Trump discontinues Obamacare subsidies
Payments to insurers helped customers afford their premiums.
The Trump administration announced at 11:23 p.m. Thursday it will stop paying billions of dollars to hold down health costs for consumers, a move that has helped drive up premium increases on government exchange plans an average of 45 percent in Florida in 2018.
“The Democrats ObamaCare is imploding,” President Donald Trump tweeted Friday. “Massive subsidy payments to their pet insurance companies has stopped. Dems should call me to fix!”
Florida Democrats said the president might see it as political theater, but the health and financial well-being of millions is at stake.
“President Trump has become a one-man wrecking ball of the American health care system,” said U.S. Rep. Lois Frankel, D-West Palm Beach.
At least taxpayers will save money, right?
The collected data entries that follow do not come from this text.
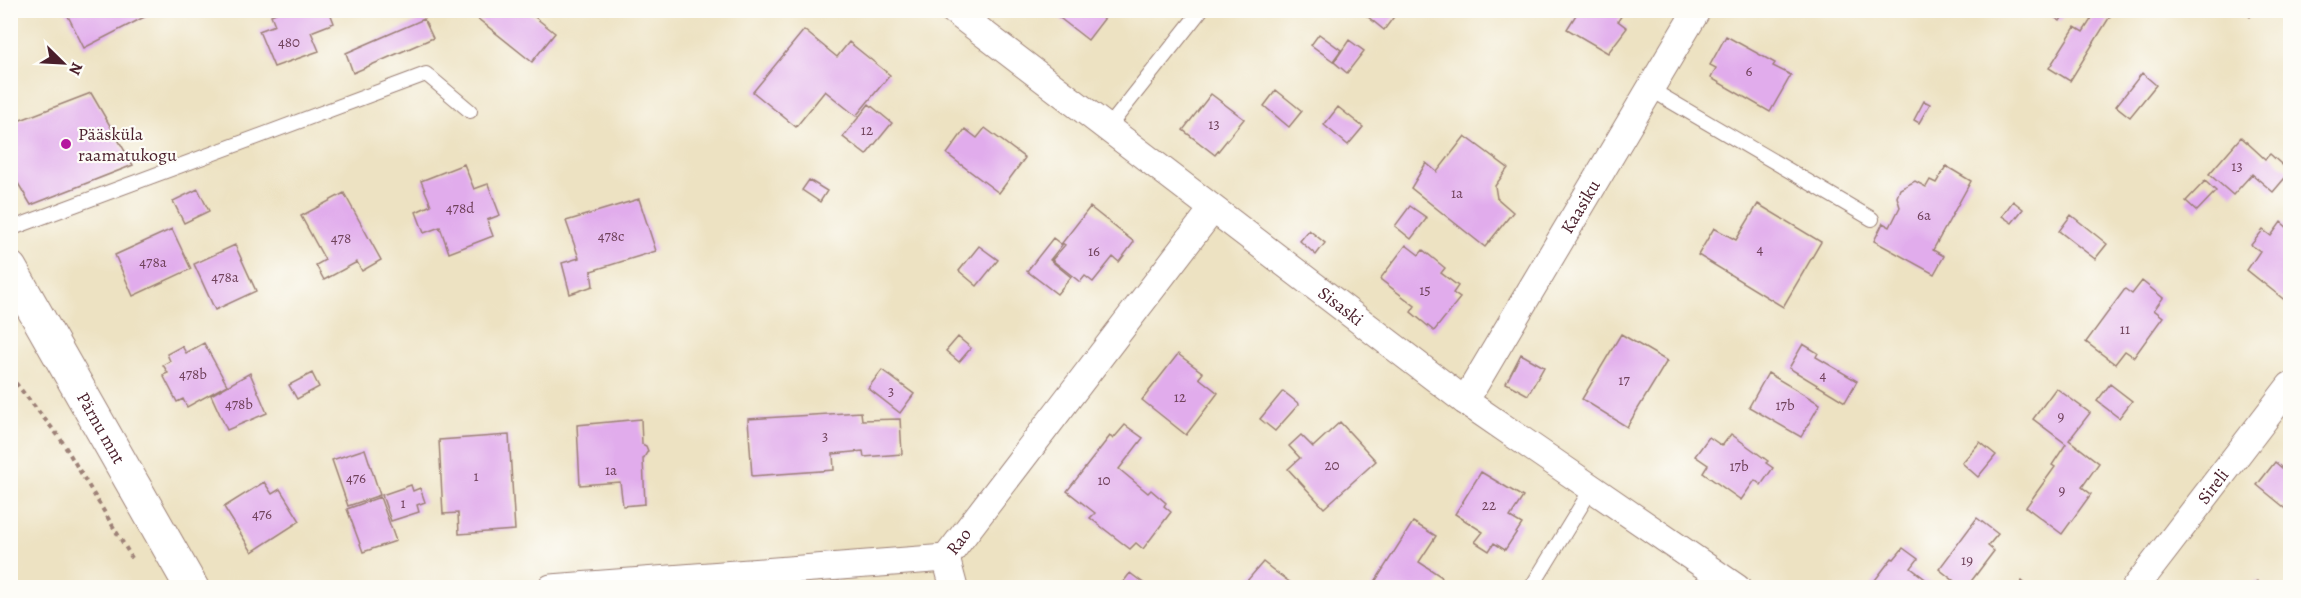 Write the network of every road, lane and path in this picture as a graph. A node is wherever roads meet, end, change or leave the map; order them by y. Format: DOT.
graph roads {
  1 [pos="953,10"];
  2 [pos="1201,10"];
  3 [pos="1697,10"];
  4 [pos="1650,89"];
  5 [pos="470,111"];
  6 [pos="1107,129"];
  7 [pos="1212,210"];
  8 [pos="1872,219"];
  9 [pos="10,229"];
  10 [pos="10,268"];
  11 [pos="10,376"];
  12 [pos="2290,386"];
  13 [pos="1465,401"];
  14 [pos="1592,489"];
  15 [pos="946,558"];
  16 [pos="137,567"];
  17 [pos="192,588"];
  18 [pos="550,588"];
  19 [pos="954,588"];
  20 [pos="1531,588"];
  21 [pos="1737,588"];
  22 [pos="2135,588"];
  1 -- 6 [label="street, Sisaski"];
  2 -- 6 [label="lane"];
  3 -- 4 [label="street, Kaasiku"];
  4 -- 8 [label="lane"];
  4 -- 13 [label="street, Kaasiku"];
  5 -- 9 [label="lane"];
  6 -- 7 [label="street, Sisaski"];
  7 -- 13 [label="street, Sisaski"];
  7 -- 15 [label="street, Rao"];
  10 -- 17 [label="main road, Pärnu mnt"];
  11 -- 16 [label="path"];
  12 -- 22 [label="street, Sireli"];
  13 -- 14 [label="street, Sisaski"];
  14 -- 20 [label="lane"];
  14 -- 21 [label="street, Sisaski"];
  15 -- 18 [label="street, Rao"];
  15 -- 19 [label="street"];
}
No, according to the Congressional Budget Office.
Though stopping “cost-sharing reduction” money might seem at first glance to save taxpayers $118 billion by 2026, it spikes, to $365 billion, another kind of subsidy to keep premiums affordable and will increase the deficit by a net $194 billion over a decade, CBO projected.
Florida insurers had already
priced into 2018 rate increases the possibility the administration would end such payments, following threats from the president to end what he called “bailouts” for insurers.
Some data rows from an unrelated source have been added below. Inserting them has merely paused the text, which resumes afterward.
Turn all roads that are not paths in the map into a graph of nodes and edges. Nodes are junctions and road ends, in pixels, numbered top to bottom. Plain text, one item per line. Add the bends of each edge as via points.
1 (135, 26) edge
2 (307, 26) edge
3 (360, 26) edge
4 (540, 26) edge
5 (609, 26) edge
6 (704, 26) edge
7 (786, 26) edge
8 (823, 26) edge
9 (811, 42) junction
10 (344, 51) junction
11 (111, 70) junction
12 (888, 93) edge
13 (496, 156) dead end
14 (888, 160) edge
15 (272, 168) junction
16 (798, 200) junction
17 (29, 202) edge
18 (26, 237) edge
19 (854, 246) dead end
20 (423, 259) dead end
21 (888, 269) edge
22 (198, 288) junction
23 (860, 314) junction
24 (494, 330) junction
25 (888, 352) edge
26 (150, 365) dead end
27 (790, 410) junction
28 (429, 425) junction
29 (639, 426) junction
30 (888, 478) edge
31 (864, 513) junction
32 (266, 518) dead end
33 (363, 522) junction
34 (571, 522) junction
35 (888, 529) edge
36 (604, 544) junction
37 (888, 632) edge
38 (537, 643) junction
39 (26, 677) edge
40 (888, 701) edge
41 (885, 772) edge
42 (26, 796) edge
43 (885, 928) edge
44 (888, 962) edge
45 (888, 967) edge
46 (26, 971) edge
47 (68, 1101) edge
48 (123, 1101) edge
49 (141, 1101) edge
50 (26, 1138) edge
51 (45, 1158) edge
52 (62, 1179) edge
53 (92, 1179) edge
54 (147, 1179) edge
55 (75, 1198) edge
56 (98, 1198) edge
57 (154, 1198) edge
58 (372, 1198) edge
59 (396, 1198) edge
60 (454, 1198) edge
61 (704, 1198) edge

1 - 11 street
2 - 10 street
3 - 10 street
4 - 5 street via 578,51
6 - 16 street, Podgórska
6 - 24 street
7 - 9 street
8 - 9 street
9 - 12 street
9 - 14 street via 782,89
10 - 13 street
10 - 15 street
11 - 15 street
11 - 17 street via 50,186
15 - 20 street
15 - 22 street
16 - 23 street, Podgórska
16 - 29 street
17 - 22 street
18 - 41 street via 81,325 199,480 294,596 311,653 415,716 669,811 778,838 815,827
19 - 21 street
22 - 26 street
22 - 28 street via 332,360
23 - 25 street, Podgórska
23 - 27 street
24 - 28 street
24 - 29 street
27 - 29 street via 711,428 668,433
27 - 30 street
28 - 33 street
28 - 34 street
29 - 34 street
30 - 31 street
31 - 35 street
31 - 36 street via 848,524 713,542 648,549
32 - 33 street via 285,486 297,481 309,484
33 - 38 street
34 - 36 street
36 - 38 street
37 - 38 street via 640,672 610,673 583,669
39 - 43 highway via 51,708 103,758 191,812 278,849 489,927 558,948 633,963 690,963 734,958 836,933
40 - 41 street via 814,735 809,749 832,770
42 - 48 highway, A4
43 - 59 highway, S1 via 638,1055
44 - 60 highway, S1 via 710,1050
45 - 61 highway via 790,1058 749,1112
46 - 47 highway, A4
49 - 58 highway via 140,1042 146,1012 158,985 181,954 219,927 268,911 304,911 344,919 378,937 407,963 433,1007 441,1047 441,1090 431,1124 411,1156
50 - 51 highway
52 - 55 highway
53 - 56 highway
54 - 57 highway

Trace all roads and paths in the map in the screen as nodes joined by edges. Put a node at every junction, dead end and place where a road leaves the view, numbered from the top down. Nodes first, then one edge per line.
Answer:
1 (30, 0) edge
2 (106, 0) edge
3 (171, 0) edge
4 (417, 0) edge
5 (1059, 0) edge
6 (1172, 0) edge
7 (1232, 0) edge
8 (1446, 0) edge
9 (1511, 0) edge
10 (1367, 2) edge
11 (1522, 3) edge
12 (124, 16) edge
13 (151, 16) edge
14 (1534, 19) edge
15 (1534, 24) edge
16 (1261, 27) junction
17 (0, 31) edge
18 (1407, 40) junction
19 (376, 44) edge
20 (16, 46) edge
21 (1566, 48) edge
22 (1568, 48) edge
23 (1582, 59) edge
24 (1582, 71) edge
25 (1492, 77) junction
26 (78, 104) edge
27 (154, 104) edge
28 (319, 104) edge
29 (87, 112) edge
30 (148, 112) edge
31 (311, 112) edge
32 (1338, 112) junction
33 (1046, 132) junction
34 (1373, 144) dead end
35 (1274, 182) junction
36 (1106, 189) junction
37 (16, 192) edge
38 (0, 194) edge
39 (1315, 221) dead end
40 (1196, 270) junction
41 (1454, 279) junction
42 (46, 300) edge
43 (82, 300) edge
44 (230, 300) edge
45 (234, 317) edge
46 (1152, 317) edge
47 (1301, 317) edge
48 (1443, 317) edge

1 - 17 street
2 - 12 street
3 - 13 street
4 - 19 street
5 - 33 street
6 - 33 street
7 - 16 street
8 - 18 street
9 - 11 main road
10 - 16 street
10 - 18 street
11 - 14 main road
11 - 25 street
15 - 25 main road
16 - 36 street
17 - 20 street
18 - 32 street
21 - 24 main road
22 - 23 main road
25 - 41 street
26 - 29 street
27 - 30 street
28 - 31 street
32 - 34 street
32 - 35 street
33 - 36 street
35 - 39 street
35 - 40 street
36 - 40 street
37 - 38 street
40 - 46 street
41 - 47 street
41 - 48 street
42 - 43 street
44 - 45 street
Everyone in the marketplace could feel the effects if the drama and turbulence drives more insurers or consumers away, but the people likely to suffer most are consumers who make too much income to qualify for government financial assistance.
About 93 percent of Florida’s more than 1 million Affordable Care Act marketplace customers are likely to see little change in what they pay out of their own pockets each month, even after the president’s action. The 7 percent making too much income to qualify for subsidies, however, get no protection from rate hikes.
The announcement came hours after Trump signed an executive order Democrats say will destabilize markets and lead to junk insurance with policies that don’t necessarily cover maternity care, mental health or other “essential benefits” the Affordable Care Act requires.
It also follows Trump administration maneuvers that Obamacare supporters say are designed to make it harder for people sign up for 2018 policies.
The enrollment period that starts Nov. 1 has been cut in half, from 12 to six weeks. In addition, administration officials have announced plans to shut down Healthcare. gov overnight on the very first day and most Sundays for planned outages, though nights and weekends are when many working people have free time to use it.
Some 66 percent of Americans want lawmakers to stabilize Affordable Care Act markets rather than continue working to repeal and replace the law, according to a poll released Friday by the nonprofit Kaiser Family Foundation. That included 85 percent of Democrats, 67 percent of independents and 43 percent of Republicans.
U.S. Health and Human Services acting Secretary Eric Hargan and Centers for Medicare and Medicaid Services Administrator Seema Verma released a statement late Thursday saying that cost-sharing reduction payments will be discontinued immediately based on a legal opinion from the U.S. Attorney General’s Office.
“It has been clear for many years that Obamacare is bad policy,” the statement said. “It is also bad law. The Obama Administration unfortunately went ahead and made CSR payments to insurance companies after requesting — but never ultimately receiving — an appropriation from Congress as required by law.”
The statement continued, “In 2014, the House of Representatives was forced to sue the previous Administration to stop this unconstitutional executive action. In 2016, a federal court ruled that the Administration had circumvented the appropriations process, and was unlawfully using unappropriated money to fund reimbursements due to insurers.”
After a legal review, the statement said, “we believe that the last Administration overstepped the legal boundaries drawn by our Constitution. Congress has not appropriated money for CSRs, and we will discontinue these payments immediately.”
It’s now up to Congress to decide whether to continue the payments.
Obamacare opponents applauded the president’s move, with one comparing it to knocking over some furniture after a lot of congressional talk and little action.
“After the Senate failed twice to replace Obamacare, President Trump decided to tip over the table by denying health insurers subsidy payments that were not authorized by Congress,” said Americans for Limited Government President Rick Manning. “President Trump is right constitutionally.”
ACA supporters responded quickly. New York Attorney General Eric Schneiderman, part of a coalition of 19 states who intervened in the House vs. Price court case this year, moved Friday to fight the president’s action in court.
“His effort to cut these subsides with no warning or even a plan to contain the fallout is breathtakingly reckless,” Schneiderman said.
Florida Democratic Sen. Bill Nelson said the president should encourage a bipartisan solution, not make it his personal mission to wreck Obamacare. “In just two moves this week, President Trump continued his sabotage of the nation’s health care law by allowing for health care without the necessary protections for people with pre-existing conditions and in his latest move, ending payments that help people afford their health coverage,” Nelson said. “As I have said before, we need to focus on bipartisan solutions that will make quality health insurance affordable by fixing the existing law.”